Powwow up close and personal

October 01, 2005|By CANDICE BOSELY


Shelby McDonald is convinced she could happily live alone in a tepee.

"There wouldn't be as much yelling," said Shelby, 12, referring to constant fights between herself and her brother and sister.

A student at Spring Mills (W.Va.) Middle School, McDonald was one of hundreds of students from the area who attended the Wakichipi Powwow and Show at the Berkeley County Youth Fairgrounds outside of Martinsburg.

The event continues today and Sunday.

What would happen should Shelby have to live in the tepee with her siblings?

"It would probably be knocked down," she said.

The tepee seemed to be popular with the students, who described it as "cool" and "awesome." A boy said it smelled good inside; a girl encouraged her friends to come inside to hang out.


Joe Whatmough, an Echota Cherokee, spent a winter in upstate New York living in the tepee.

A small fire inside kept him warm and reduced moisture, Whatmough said.

"The real detriment is no indoor plumbing," he said.

Although a traditional house offers more "creature comforts," Whatmough, 57, said living in a tepee offers its own advantages.

"This is closer to the earth, I guess," he said. "When you're lying on the earth, it's like laying against your mom."

Whatmough offered tidbits of interesting information about tepees, which were owned by women in matriarchal American Indian societies.
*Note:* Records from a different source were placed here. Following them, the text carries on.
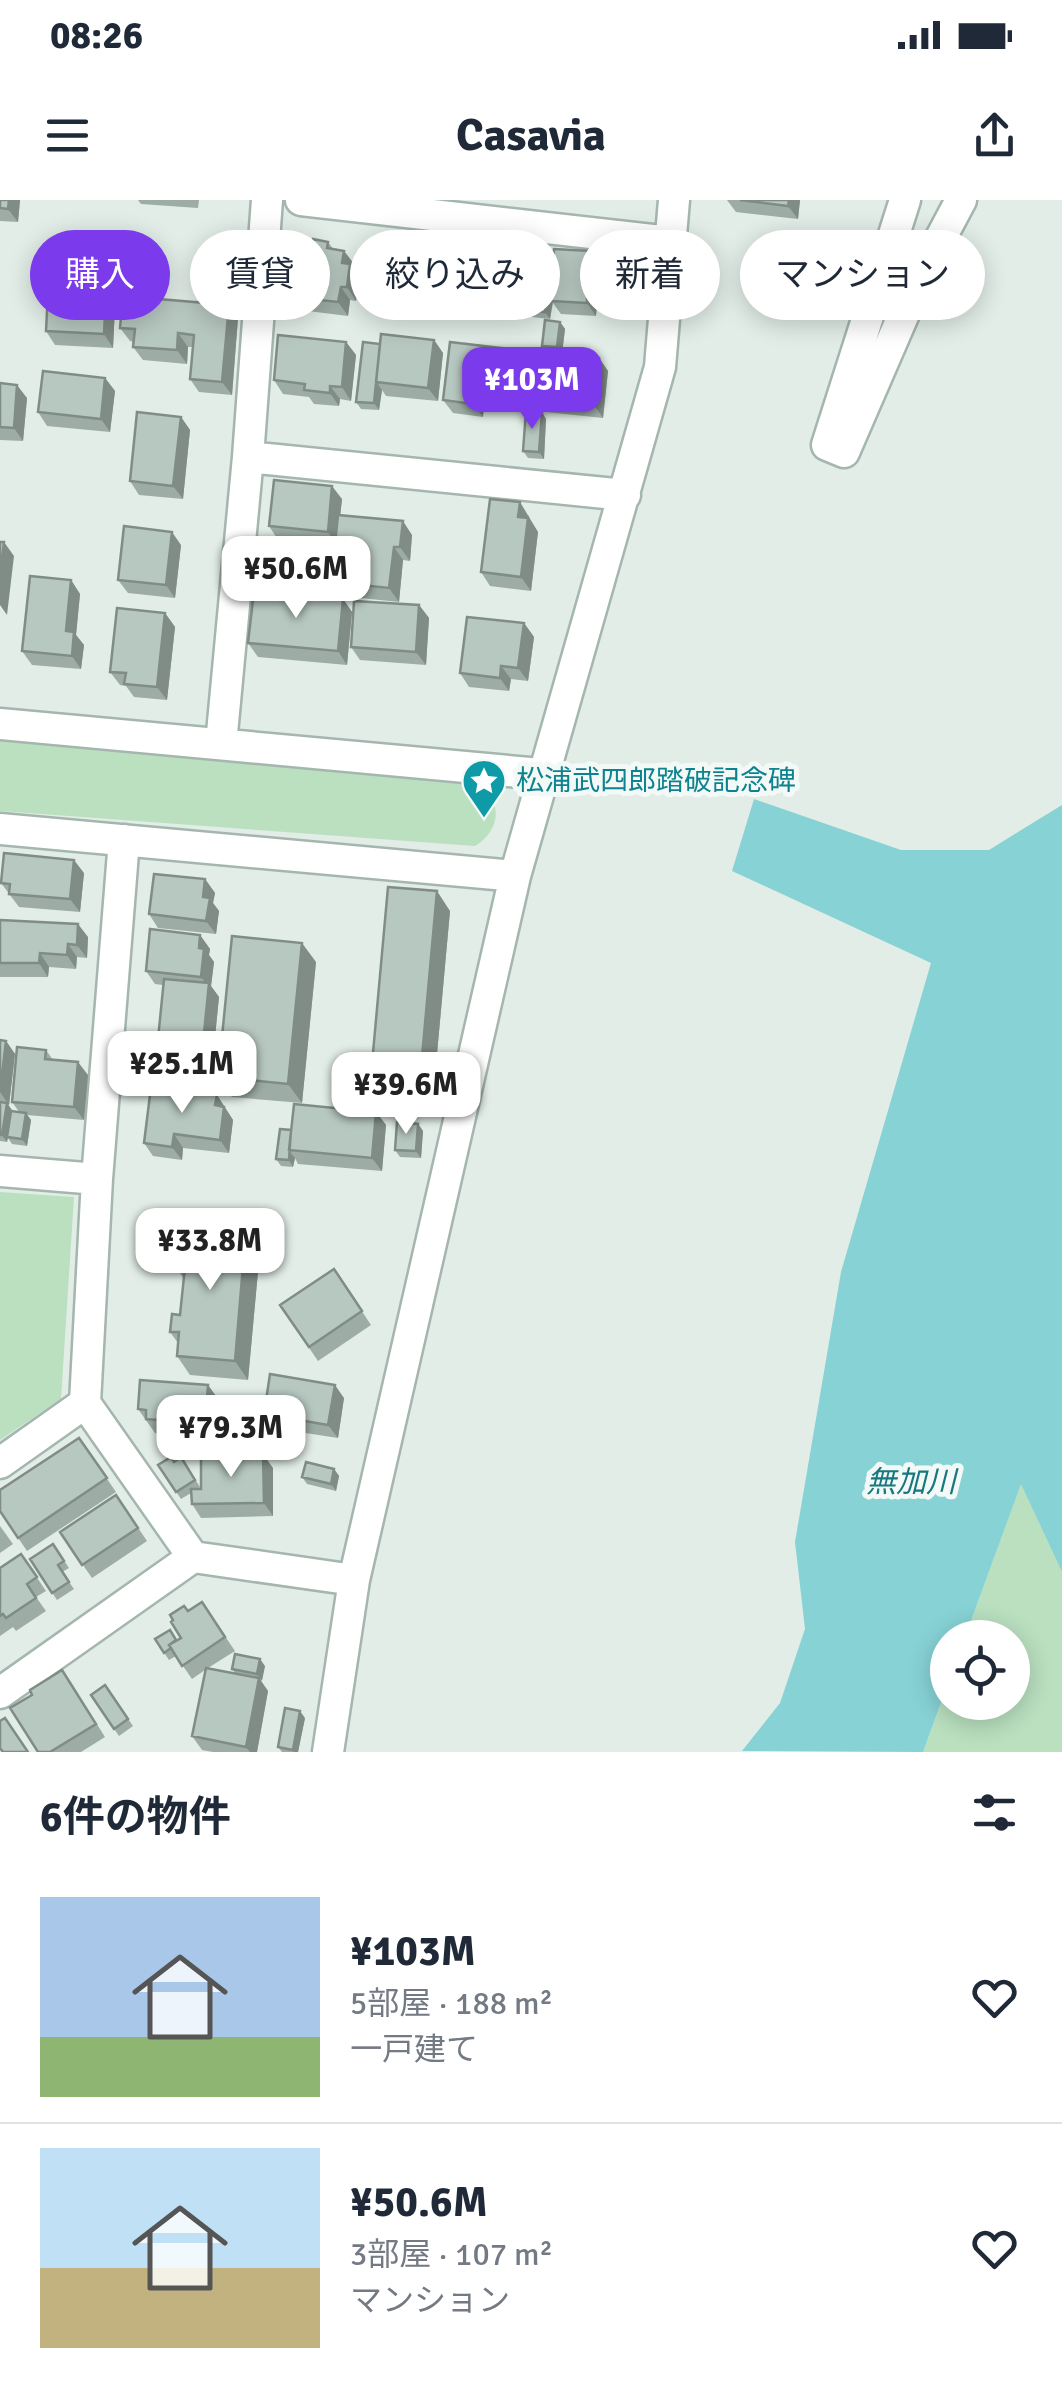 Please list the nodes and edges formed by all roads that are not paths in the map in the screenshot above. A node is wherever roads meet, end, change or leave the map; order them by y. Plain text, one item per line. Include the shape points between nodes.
1 (268, 200) edge
2 (301, 200) edge
3 (674, 200) edge
4 (906, 200) edge
5 (961, 200) edge
6 (671, 230) edge
7 (580, 232) edge
8 (664, 320) edge
9 (248, 457) junction
10 (625, 495) junction
11 (0, 724) edge
12 (221, 744) junction
13 (541, 774) junction
14 (0, 829) edge
15 (124, 840) junction
16 (515, 876) junction
17 (0, 1172) edge
18 (97, 1180) junction
19 (85, 1403) junction
20 (0, 1463) edge
21 (193, 1557) junction
22 (354, 1580) junction
23 (0, 1693) edge
24 (328, 1752) edge

1 - 9 street
2 - 7 street
3 - 6 street
4 - 5 street via 827,445 844,452
8 - 10 street via 660,368
9 - 10 street
9 - 12 street
10 - 13 street
11 - 12 street
12 - 13 street
13 - 16 street
14 - 15 street
15 - 16 street
15 - 18 street
16 - 22 street
17 - 18 street
18 - 19 street
19 - 20 street
19 - 21 street
21 - 22 street
21 - 23 street
22 - 24 street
A woman could divorce her husband by placing his belongings outside of the tepee, Whatmough said.

A liner kept a tepee's occupants dry and also offered privacy. Otherwise, the fire inside would cause the tepee to light up like a Japanese lantern, he said.

"You know who came up with the idea of a tepee? Children," Whatmough said.

Indian children used large leaves to form conical-shaped shelters for their toys, inspiring adults to create a tepee, which typically would be made from around 10 buffalo hides, with furs on the floor. American Indians living on plains and prairies used them to follow buffalo herds, Whatmough said.

Constantly talking about the tepee to adults and children, Whatmough said during a quieter moment that he hopes some false perceptions about American Indian cultures are changed.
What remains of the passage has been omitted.